I’m sure it’s out there, and I’m sure my Husband could come up with one. But I’ll have the debt paid off before he gets down researching it, figuring it out, and explaining it!

How much will you save if you throw a one-time extra $50 on a debt on a debt with 10% interest that you will pay off in a year. I know you have three variables — $50, 10% and 12 payments. I just don’t know what to do with those three numbers.

Sincerely, Helen.

Wondering if there a “golden rule” about giving gifts (or even a legal one)? For example, my brother once gave away 1,000 baseball cards. Most had little to no “value”, but one of them happened to be worth $1,000. The kid & parent he gave them to, once they found out how much they were worth, offered to give some of that money to my brother. My brother was like, didn’t think it had value before I gave it to you, just because it has monetary value afterwards doesn’t change it, but thanks.

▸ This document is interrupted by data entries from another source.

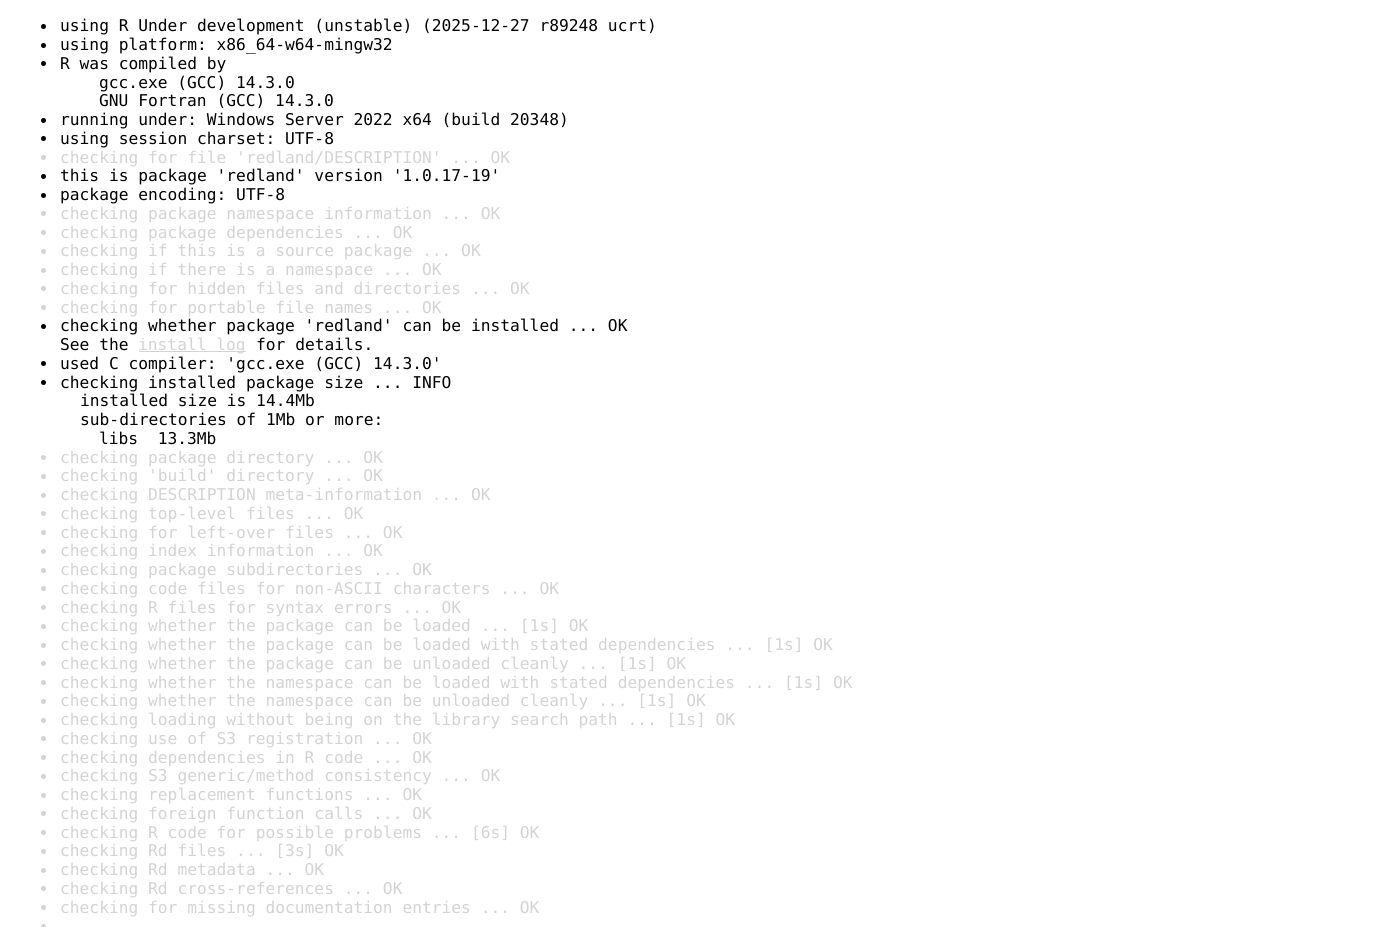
#include <cairo.h>
#include <math.h>
#include <stddef.h>


static void set_color(cairo_t *cr, unsigned color) {
    cairo_set_source_rgb(cr, (color >> 16) / 255.0, (color >> 8 & 255) / 255.0, (color & 255) / 255.0);
}

static void draw_text(cairo_t *cr, double x, double y, const char *s, const char *family, double size, int italic, int bold, unsigned color) {
    cairo_select_font_face(cr, family, italic ? CAIRO_FONT_SLANT_ITALIC : CAIRO_FONT_SLANT_NORMAL,
        bold ? CAIRO_FONT_WEIGHT_BOLD : CAIRO_FONT_WEIGHT_NORMAL);
    cairo_set_font_size(cr, size);
    set_color(cr, color);
    cairo_move_to(cr, x, y);
    cairo_show_text(cr, s);
}

static void fill_rect(cairo_t *cr, double x, double y, double w, double h, unsigned color) {
    set_color(cr, color);
    cairo_rectangle(cr, x, y, w, h);
    cairo_fill(cr);
}

int main(void) {
    cairo_surface_t *surface = cairo_image_surface_create(CAIRO_FORMAT_RGB24, 1393, 927);
    cairo_t *cr = cairo_create(surface);
    cairo_font_options_t *options = cairo_font_options_create();
    cairo_font_options_set_hint_metrics(options, CAIRO_HINT_METRICS_OFF);
    cairo_font_options_set_hint_style(options, CAIRO_HINT_STYLE_NONE);
    cairo_set_font_options(cr, options);
    cairo_set_miter_limit(cr, 4);
    set_color(cr, 0xFFFFFF);
    cairo_paint(cr);
    set_color(cr, 0x000000);
    cairo_arc(cr, 43.5, 26.5, 2.5, 0, 2 * M_PI);
    cairo_fill(cr);
    draw_text(cr, 60, 31, "using R Under development (unstable) (2025-12-27 r89248 ucrt)", "DejaVu Sans Mono", 16.25, 0, 0, 0x000000);
    cairo_new_path(cr);
    cairo_arc(cr, 43.5, 45.5, 2.5, 0, 2 * M_PI);
    cairo_fill(cr);
    draw_text(cr, 60, 50, "using platform: x86_64-w64-mingw32", "DejaVu Sans Mono", 16.25, 0, 0, 0x000000);
    cairo_new_path(cr);
    cairo_arc(cr, 43.5, 63.5, 2.5, 0, 2 * M_PI);
    cairo_fill(cr);
    draw_text(cr, 60, 69, "R was compiled by", "DejaVu Sans Mono", 16.25, 0, 0, 0x000000);
    draw_text(cr, 99, 88, "gcc.exe (GCC) 14.3.0", "DejaVu Sans Mono", 16.25, 0, 0, 0x000000);
    draw_text(cr, 99, 106, "GNU Fortran (GCC) 14.3.0", "DejaVu Sans Mono", 16.25, 0, 0, 0x000000);
    cairo_new_path(cr);
    cairo_arc(cr, 43.5, 120.5, 2.5, 0, 2 * M_PI);
    cairo_fill(cr);
    draw_text(cr, 60, 125, "running under: Windows Server 2022 x64 (build 20348)", "DejaVu Sans Mono", 16.25, 0, 0, 0x000000);
    cairo_new_path(cr);
    cairo_arc(cr, 43.5, 138.5, 2.5, 0, 2 * M_PI);
    cairo_fill(cr);
    draw_text(cr, 60, 144, "using session charset: UTF-8", "DejaVu Sans Mono", 16.25, 0, 0, 0x000000);
    set_color(cr, 0xD3D3D3);
    cairo_new_path(cr);
    cairo_arc(cr, 43.5, 157.5, 2.5, 0, 2 * M_PI);
    cairo_fill(cr);
    draw_text(cr, 60, 163, "checking for file 'redland/DESCRIPTION' ... OK", "DejaVu Sans Mono", 16.25, 0, 0, 0xD3D3D3);
    set_color(cr, 0x000000);
    cairo_new_path(cr);
    cairo_arc(cr, 43.5, 176.5, 2.5, 0, 2 * M_PI);
    cairo_fill(cr);
    draw_text(cr, 60, 181, "this is package 'redland' version '1.0.17-19'", "DejaVu Sans Mono", 16.25, 0, 0, 0x000000);
    cairo_new_path(cr);
    cairo_arc(cr, 43.5, 195.5, 2.5, 0, 2 * M_PI);
    cairo_fill(cr);
    draw_text(cr, 60, 200, "package encoding: UTF-8", "DejaVu Sans Mono", 16.25, 0, 0, 0x000000);
    set_color(cr, 0xD3D3D3);
    cairo_new_path(cr);
    cairo_arc(cr, 43.5, 213.5, 2.5, 0, 2 * M_PI);
    cairo_fill(cr);
    draw_text(cr, 60, 219, "checking package namespace information ... OK", "DejaVu Sans Mono", 16.25, 0, 0, 0xD3D3D3);
    cairo_new_path(cr);
    cairo_arc(cr, 43.5, 232.5, 2.5, 0, 2 * M_PI);
    cairo_fill(cr);
    draw_text(cr, 60, 238, "checking package dependencies ... OK", "DejaVu Sans Mono", 16.25, 0, 0, 0xD3D3D3);
    cairo_new_path(cr);
    cairo_arc(cr, 43.5, 251.5, 2.5, 0, 2 * M_PI);
    cairo_fill(cr);
    draw_text(cr, 60, 256, "checking if this is a source package ... OK", "DejaVu Sans Mono", 16.25, 0, 0, 0xD3D3D3);
    cairo_new_path(cr);
    cairo_arc(cr, 43.5, 270.5, 2.5, 0, 2 * M_PI);
    cairo_fill(cr);
    draw_text(cr, 60, 275, "checking if there is a namespace ... OK", "DejaVu Sans Mono", 16.25, 0, 0, 0xD3D3D3);
    cairo_new_path(cr);
    cairo_arc(cr, 43.5, 288.5, 2.5, 0, 2 * M_PI);
    cairo_fill(cr);
    draw_text(cr, 60, 294, "checking for hidden files and directories ... OK", "DejaVu Sans Mono", 16.25, 0, 0, 0xD3D3D3);
    cairo_new_path(cr);
    cairo_arc(cr, 43.5, 307.5, 2.5, 0, 2 * M_PI);
    cairo_fill(cr);
    draw_text(cr, 60, 313, "checking for portable file names ... OK", "DejaVu Sans Mono", 16.25, 0, 0, 0xD3D3D3);
    set_color(cr, 0x000000);
    cairo_new_path(cr);
    cairo_arc(cr, 43.5, 326.5, 2.5, 0, 2 * M_PI);
    cairo_fill(cr);
    draw_text(cr, 60, 331, "checking whether package 'redland' can be installed ... OK", "DejaVu Sans Mono", 16.25, 0, 0, 0x000000);
    draw_text(cr, 60, 350, "See the", "DejaVu Sans Mono", 16.25, 0, 0, 0x000000);
    fill_rect(cr, 139, 351, 107, 1, 0xD3D3D3);
    draw_text(cr, 138, 350, "install log", "DejaVu Sans Mono", 16.25, 0, 0, 0xD3D3D3);
    draw_text(cr, 256, 350, "for details.", "DejaVu Sans Mono", 16.25, 0, 0, 0x000000);
    cairo_new_path(cr);
    cairo_arc(cr, 43.5, 363.5, 2.5, 0, 2 * M_PI);
    cairo_fill(cr);
    draw_text(cr, 60, 369, "used C compiler: 'gcc.exe (GCC) 14.3.0'", "DejaVu Sans Mono", 16.25, 0, 0, 0x000000);
    cairo_new_path(cr);
    cairo_arc(cr, 43.5, 382.5, 2.5, 0, 2 * M_PI);
    cairo_fill(cr);
    draw_text(cr, 60, 388, "checking installed package size ... INFO", "DejaVu Sans Mono", 16.25, 0, 0, 0x000000);
    draw_text(cr, 80, 406, "installed size is 14.4Mb", "DejaVu Sans Mono", 16.25, 0, 0, 0x000000);
    draw_text(cr, 80, 425, "sub-directories of 1Mb or more:", "DejaVu Sans Mono", 16.25, 0, 0, 0x000000);
    draw_text(cr, 99, 444, "libs  13.3Mb", "DejaVu Sans Mono", 16.25, 0, 0, 0x000000);
    set_color(cr, 0xD3D3D3);
    cairo_new_path(cr);
    cairo_arc(cr, 43.5, 457.5, 2.5, 0, 2 * M_PI);
    cairo_fill(cr);
    draw_text(cr, 60, 463, "checking package directory ... OK", "DejaVu Sans Mono", 16.25, 0, 0, 0xD3D3D3);
    cairo_new_path(cr);
    cairo_arc(cr, 43.5, 476.5, 2.5, 0, 2 * M_PI);
    cairo_fill(cr);
    draw_text(cr, 60, 481, "checking 'build' directory ... OK", "DejaVu Sans Mono", 16.25, 0, 0, 0xD3D3D3);
    cairo_new_path(cr);
    cairo_arc(cr, 43.5, 495.5, 2.5, 0, 2 * M_PI);
    cairo_fill(cr);
    draw_text(cr, 60, 500, "checking DESCRIPTION meta-information ... OK", "DejaVu Sans Mono", 16.25, 0, 0, 0xD3D3D3);
    cairo_new_path(cr);
    cairo_arc(cr, 43.5, 513.5, 2.5, 0, 2 * M_PI);
    cairo_fill(cr);
    draw_text(cr, 60, 519, "checking top-level files ... OK", "DejaVu Sans Mono", 16.25, 0, 0, 0xD3D3D3);
    cairo_new_path(cr);
    cairo_arc(cr, 43.5, 532.5, 2.5, 0, 2 * M_PI);
    cairo_fill(cr);
    draw_text(cr, 60, 538, "checking for left-over files ... OK", "DejaVu Sans Mono", 16.25, 0, 0, 0xD3D3D3);
    cairo_new_path(cr);
    cairo_arc(cr, 43.5, 551.5, 2.5, 0, 2 * M_PI);
    cairo_fill(cr);
    draw_text(cr, 60, 556, "checking index information ... OK", "DejaVu Sans Mono", 16.25, 0, 0, 0xD3D3D3);
    cairo_new_path(cr);
    cairo_arc(cr, 43.5, 570.5, 2.5, 0, 2 * M_PI);
    cairo_fill(cr);
    draw_text(cr, 60, 575, "checking package subdirectories ... OK", "DejaVu Sans Mono", 16.25, 0, 0, 0xD3D3D3);
    cairo_new_path(cr);
    cairo_arc(cr, 43.5, 588.5, 2.5, 0, 2 * M_PI);
    cairo_fill(cr);
    draw_text(cr, 60, 594, "checking code files for non-ASCII characters ... OK", "DejaVu Sans Mono", 16.25, 0, 0, 0xD3D3D3);
    cairo_new_path(cr);
    cairo_arc(cr, 43.5, 607.5, 2.5, 0, 2 * M_PI);
    cairo_fill(cr);
    draw_text(cr, 60, 613, "checking R files for syntax errors ... OK", "DejaVu Sans Mono", 16.25, 0, 0, 0xD3D3D3);
    cairo_new_path(cr);
    cairo_arc(cr, 43.5, 626.5, 2.5, 0, 2 * M_PI);
    cairo_fill(cr);
    draw_text(cr, 60, 631, "checking whether the package can be loaded ... [1s] OK", "DejaVu Sans Mono", 16.25, 0, 0, 0xD3D3D3);
    cairo_new_path(cr);
    cairo_arc(cr, 43.5, 645.5, 2.5, 0, 2 * M_PI);
    cairo_fill(cr);
    draw_text(cr, 60, 650, "checking whether the package can be loaded with stated dependencies ... [1s] OK", "DejaVu Sans Mono", 16.25, 0, 0, 0xD3D3D3);
    cairo_new_path(cr);
    cairo_arc(cr, 43.5, 663.5, 2.5, 0, 2 * M_PI);
    cairo_fill(cr);
    draw_text(cr, 60, 669, "checking whether the package can be unloaded cleanly ... [1s] OK", "DejaVu Sans Mono", 16.25, 0, 0, 0xD3D3D3);
    cairo_new_path(cr);
    cairo_arc(cr, 43.5, 682.5, 2.5, 0, 2 * M_PI);
    cairo_fill(cr);
    draw_text(cr, 60, 688, "checking whether the namespace can be loaded with stated dependencies ... [1s] OK", "DejaVu Sans Mono", 16.25, 0, 0, 0xD3D3D3);
    cairo_new_path(cr);
    cairo_arc(cr, 43.5, 701.5, 2.5, 0, 2 * M_PI);
    cairo_fill(cr);
    draw_text(cr, 60, 706, "checking whether the namespace can be unloaded cleanly ... [1s] OK", "DejaVu Sans Mono", 16.25, 0, 0, 0xD3D3D3);
    cairo_new_path(cr);
    cairo_arc(cr, 43.5, 720.5, 2.5, 0, 2 * M_PI);
    cairo_fill(cr);
    draw_text(cr, 60, 725, "checking loading without being on the library search path ... [1s] OK", "DejaVu Sans Mono", 16.25, 0, 0, 0xD3D3D3);
    cairo_new_path(cr);
    cairo_arc(cr, 43.5, 738.5, 2.5, 0, 2 * M_PI);
    cairo_fill(cr);
    draw_text(cr, 60, 744, "checking use of S3 registration ... OK", "DejaVu Sans Mono", 16.25, 0, 0, 0xD3D3D3);
    cairo_new_path(cr);
    cairo_arc(cr, 43.5, 757.5, 2.5, 0, 2 * M_PI);
    cairo_fill(cr);
    draw_text(cr, 60, 763, "checking dependencies in R code ... OK", "DejaVu Sans Mono", 16.25, 0, 0, 0xD3D3D3);
    cairo_new_path(cr);
    cairo_arc(cr, 43.5, 776.5, 2.5, 0, 2 * M_PI);
    cairo_fill(cr);
    draw_text(cr, 60, 781, "checking S3 generic/method consistency ... OK", "DejaVu Sans Mono", 16.25, 0, 0, 0xD3D3D3);
    cairo_new_path(cr);
    cairo_arc(cr, 43.5, 795.5, 2.5, 0, 2 * M_PI);
    cairo_fill(cr);
    draw_text(cr, 60, 800, "checking replacement functions ... OK", "DejaVu Sans Mono", 16.25, 0, 0, 0xD3D3D3);
    cairo_new_path(cr);
    cairo_arc(cr, 43.5, 813.5, 2.5, 0, 2 * M_PI);
    cairo_fill(cr);
    draw_text(cr, 60, 819, "checking foreign function calls ... OK", "DejaVu Sans Mono", 16.25, 0, 0, 0xD3D3D3);
    cairo_new_path(cr);
    cairo_arc(cr, 43.5, 832.5, 2.5, 0, 2 * M_PI);
    cairo_fill(cr);
    draw_text(cr, 60, 838, "checking R code for possible problems ... [6s] OK", "DejaVu Sans Mono", 16.25, 0, 0, 0xD3D3D3);
    cairo_new_path(cr);
    cairo_arc(cr, 43.5, 851.5, 2.5, 0, 2 * M_PI);
    cairo_fill(cr);
    draw_text(cr, 60, 856, "checking Rd files ... [3s] OK", "DejaVu Sans Mono", 16.25, 0, 0, 0xD3D3D3);
    cairo_new_path(cr);
    cairo_arc(cr, 43.5, 870.5, 2.5, 0, 2 * M_PI);
    cairo_fill(cr);
    draw_text(cr, 60, 875, "checking Rd metadata ... OK", "DejaVu Sans Mono", 16.25, 0, 0, 0xD3D3D3);
    cairo_new_path(cr);
    cairo_arc(cr, 43.5, 888.5, 2.5, 0, 2 * M_PI);
    cairo_fill(cr);
    draw_text(cr, 60, 894, "checking Rd cross-references ... OK", "DejaVu Sans Mono", 16.25, 0, 0, 0xD3D3D3);
    cairo_new_path(cr);
    cairo_arc(cr, 43.5, 907.5, 2.5, 0, 2 * M_PI);
    cairo_fill(cr);
    draw_text(cr, 60, 913, "checking for missing documentation entries ... OK", "DejaVu Sans Mono", 16.25, 0, 0, 0xD3D3D3);
    cairo_new_path(cr);
    cairo_arc(cr, 43.5, 926.5, 2.5, 0, 2 * M_PI);
    cairo_fill(cr);
    cairo_surface_write_to_png(surface, "output.png");
    cairo_font_options_destroy(options);
    cairo_destroy(cr);
    cairo_surface_destroy(surface);
    return 0;
}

Then I asked on freecycle for a motorcycle helmet for my oldest son a few weeks ago. A person responded, I picked it up. They also happened to have a higher end scooter for sale, so later I asked about its status. The guy responded back that he thought when he gave me the helmet that my son already HAD a scooter, and if he didn’t (and I quote, in capital letters) I DEMAND YOU GIVE ME MY HELMET BACK.

I just ignored him.

But I have a different dilemma– I was given a closed box of “kitchen stuff” a while back. They were going to toss it (literally), but they gave it to me instead, and I figured what I couldn’t use myself, I’d either sell at a garage sale or freecycle it. So today since we were having the garage sale, i opened it up.

Yeah, it wasn’t kitchen stuff. With a bit of effort I could probably sell the odds and ends and net about $1,000.

So….is it mine? Or do I have a moral/ethical/legal obligation to get hold of them and give it back?